A business traveler’s guide to luggage and packing
Here's your guide to successful packing for business travel.

You've got your meeting notes completely memorized, you know your company's game plan and now there's only one priority left to tackle: packing. While this task may seem rather trivial, what you pack or don't pack can have quite an unexpected impact upon your business travel. The amount of luggage you bring could potentially lead to unforeseen costs at the airport gate, and forgetting a few essential items can only add to the stress of navigating an important work-related trip. Take a look at some of these luggage and packing tips to make the most of your business travel:

Never check your luggage

If you need to fly for a work-related trip, there's rarely ever a reason that justifies checking your luggage. Odds are you don't need to bring that much stuff with you, and checking luggage only increases your risk of running into obstacles. Besides saving you or your company money by sticking to one carry-on bag, you don't want to have to deal with the nightmare of having an airline lose or damage your checked luggage. And once you arrive at your destination, you can simply grab your bag and be on the go.

Don't overpack

It's easy to adapt to the mentality that you might as well should bring all sorts of clothes and accessories along with you, as a precautionary strategy. However, besides whatever you need specifically for a client meeting or networking opportunity, there's really not too much else you should take with you that will benefit your business travel. No matter how long you'll be staying somewhere for work, packing two suits with you should be more than enough to get you through the trip. You can even save room in your suitcase by wearing one of your suits on the plane. A good rule of thumb when it comes to packing is if you're on the fence about bringing a particular item, you probably don't need it.

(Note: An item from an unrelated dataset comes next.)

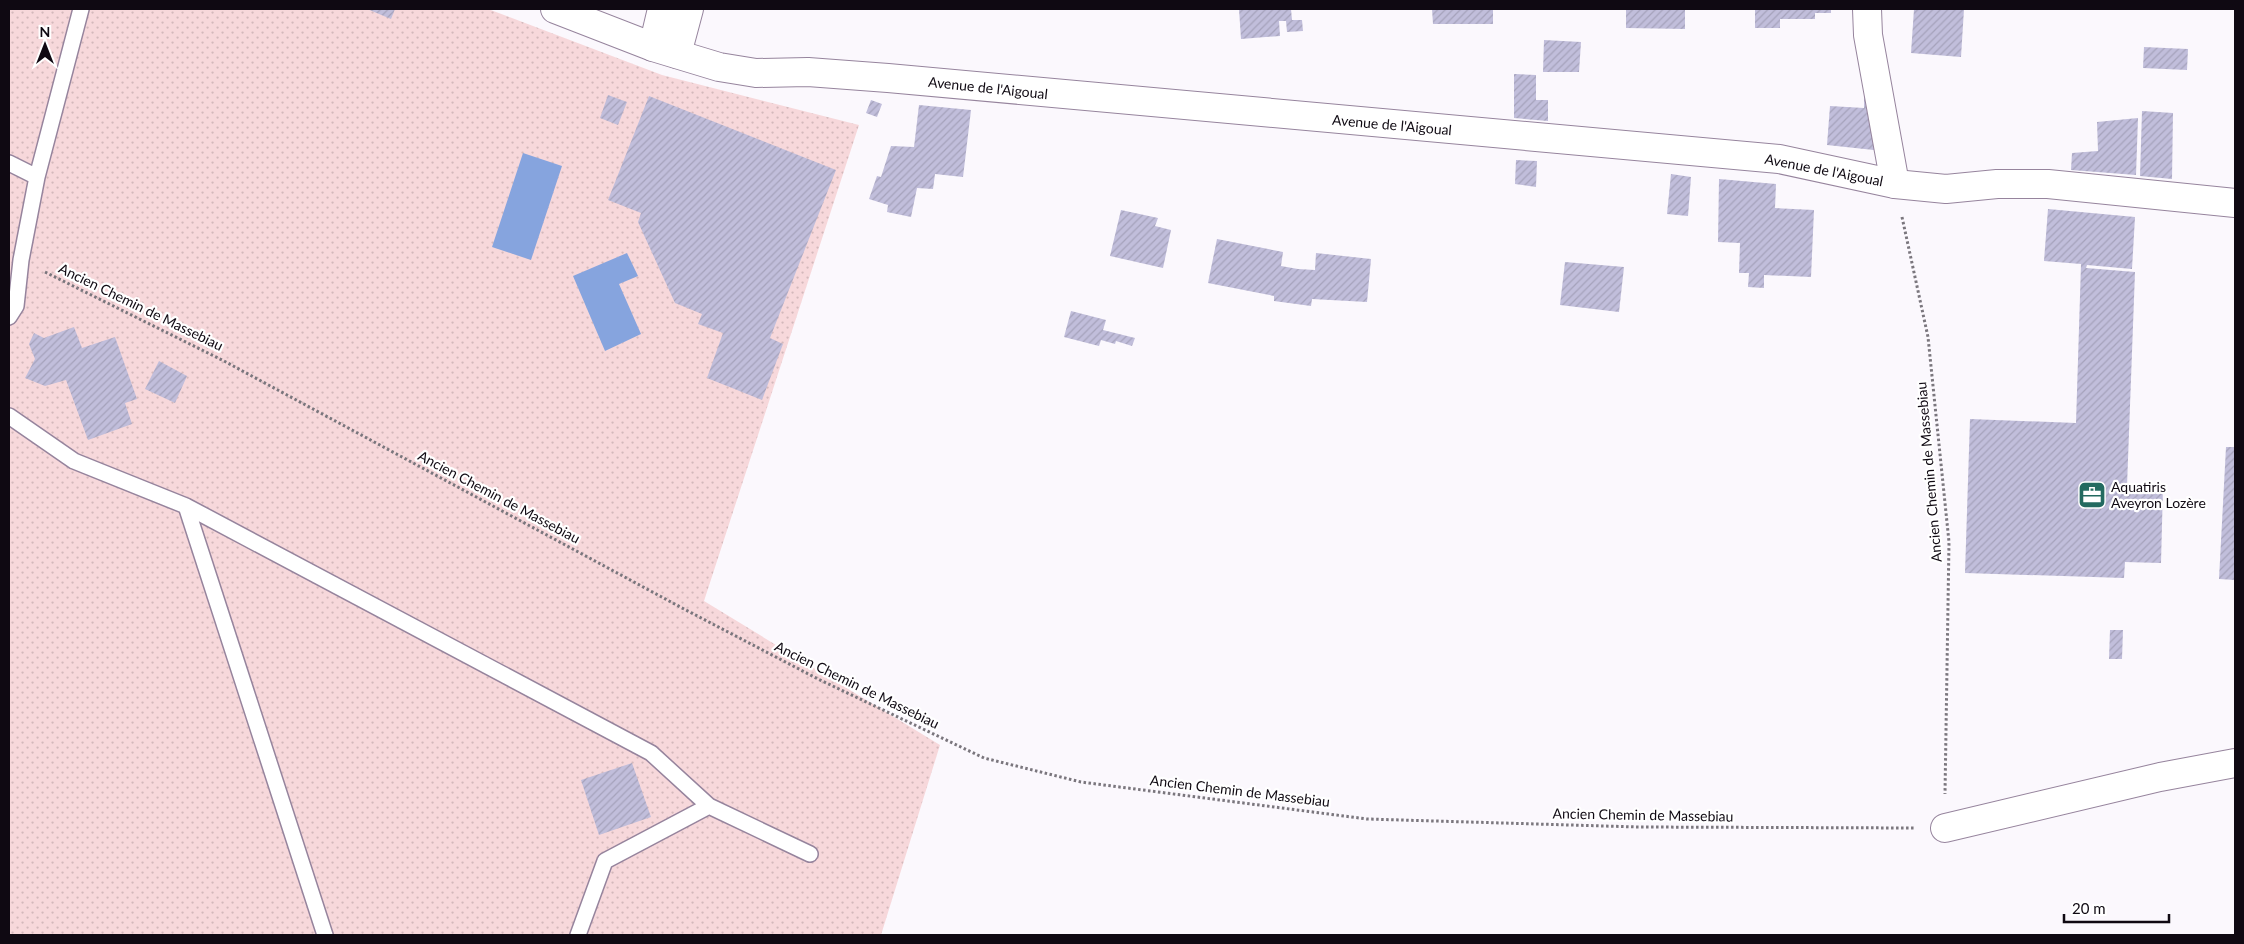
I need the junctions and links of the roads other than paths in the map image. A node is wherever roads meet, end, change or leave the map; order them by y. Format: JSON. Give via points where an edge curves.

Always avoid checking in your luggage and only bring a carry on bag with you. Always avoid checking in your luggage and only bring a carry-on bag with you.

Bring the right clothes

When it comes to deciding on what to wear, the trick is not to overthink things. For colors, the darker the better, and bringing a few black dress shirts, skirts or slacks is generally the way to go. As previously stated, you don't need to take too many suits with you, and make sure to pack any dress shirts in dry cleaner bags, which will help minimize wrinkles. Check to see if where you're staying provides laundry services, or if there's a laundromat nearby. If so, that means you don't have to pack nearly as many clothes as you think, and you can always reuse your attire after cleaning it.  

Bring backup

When it comes to using electronics, you can never quite be prepared for a technological disaster. The best you can do is plan for the worst, which can require a little work before taking off. For starters, be sure to check all the batteries for any device you will need during your trip, and even bring backup batteries along with. Make sure you have all the necessary charging accessories for everything from your phone to laptop to even an electric shaver. If you're nervous about possible computer issues, save any information or presentations you'll be using on an external hard drive, or you can even upload documents to a cloud based service like Google Drive, which can be accessed anywhere with an Internet connection. 

Essential accessories

When it comes to determining all the other accessories to bring, the best tip is to always keep things simple. For your carry-on bag, make sure it has wheels, as lugging a bag around an airport can get a little tiring after a while. As for toiletries, don't fret if you forget to pack toothpaste or shampoo. Always take advantage of the hotel amenities they'll have waiting for you in your room, which can come in handy if you've had any gels or liquids confiscated at airport security. In the end, just remember that you're here on business, so try not to complicate things by quarreling over what to pack.